What you are asked to do: Search the entries below for the word "Vöröskereszt" and copy every line where it appears.
===== Exercise materials =====
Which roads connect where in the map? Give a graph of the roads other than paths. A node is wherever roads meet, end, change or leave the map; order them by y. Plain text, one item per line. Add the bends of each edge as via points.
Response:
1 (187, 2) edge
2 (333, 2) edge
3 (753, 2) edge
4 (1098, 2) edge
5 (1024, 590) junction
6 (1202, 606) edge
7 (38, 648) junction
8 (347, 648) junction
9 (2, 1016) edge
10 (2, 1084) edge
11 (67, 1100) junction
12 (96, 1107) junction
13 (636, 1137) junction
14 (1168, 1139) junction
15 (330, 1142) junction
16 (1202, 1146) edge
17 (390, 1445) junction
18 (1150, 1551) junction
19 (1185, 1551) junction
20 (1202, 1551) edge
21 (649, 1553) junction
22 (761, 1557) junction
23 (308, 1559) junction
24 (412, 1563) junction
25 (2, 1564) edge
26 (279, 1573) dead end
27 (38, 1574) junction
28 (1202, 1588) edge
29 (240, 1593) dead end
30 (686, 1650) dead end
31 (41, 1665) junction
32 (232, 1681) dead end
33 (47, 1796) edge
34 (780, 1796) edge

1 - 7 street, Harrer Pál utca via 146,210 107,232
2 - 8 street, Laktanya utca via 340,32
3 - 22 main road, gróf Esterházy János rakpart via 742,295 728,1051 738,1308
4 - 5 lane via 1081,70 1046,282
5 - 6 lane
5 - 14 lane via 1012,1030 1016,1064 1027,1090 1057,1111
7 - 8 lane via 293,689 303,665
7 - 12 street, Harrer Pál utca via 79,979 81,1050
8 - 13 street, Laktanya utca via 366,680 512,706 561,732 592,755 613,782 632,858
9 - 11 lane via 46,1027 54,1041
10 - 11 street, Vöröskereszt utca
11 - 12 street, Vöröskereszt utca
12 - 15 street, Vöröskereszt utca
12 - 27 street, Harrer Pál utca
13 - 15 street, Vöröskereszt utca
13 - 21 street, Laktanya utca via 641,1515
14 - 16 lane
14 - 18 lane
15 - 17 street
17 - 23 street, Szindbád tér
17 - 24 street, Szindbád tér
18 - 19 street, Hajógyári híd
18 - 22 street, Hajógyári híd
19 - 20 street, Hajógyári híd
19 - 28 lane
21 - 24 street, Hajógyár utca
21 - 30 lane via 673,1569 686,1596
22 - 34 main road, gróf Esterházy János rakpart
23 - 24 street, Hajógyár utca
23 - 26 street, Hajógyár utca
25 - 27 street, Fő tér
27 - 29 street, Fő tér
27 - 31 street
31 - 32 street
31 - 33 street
=====
Result of this task:
10 - 11 street, Vöröskereszt utca
11 - 12 street, Vöröskereszt utca
12 - 15 street, Vöröskereszt utca
13 - 15 street, Vöröskereszt utca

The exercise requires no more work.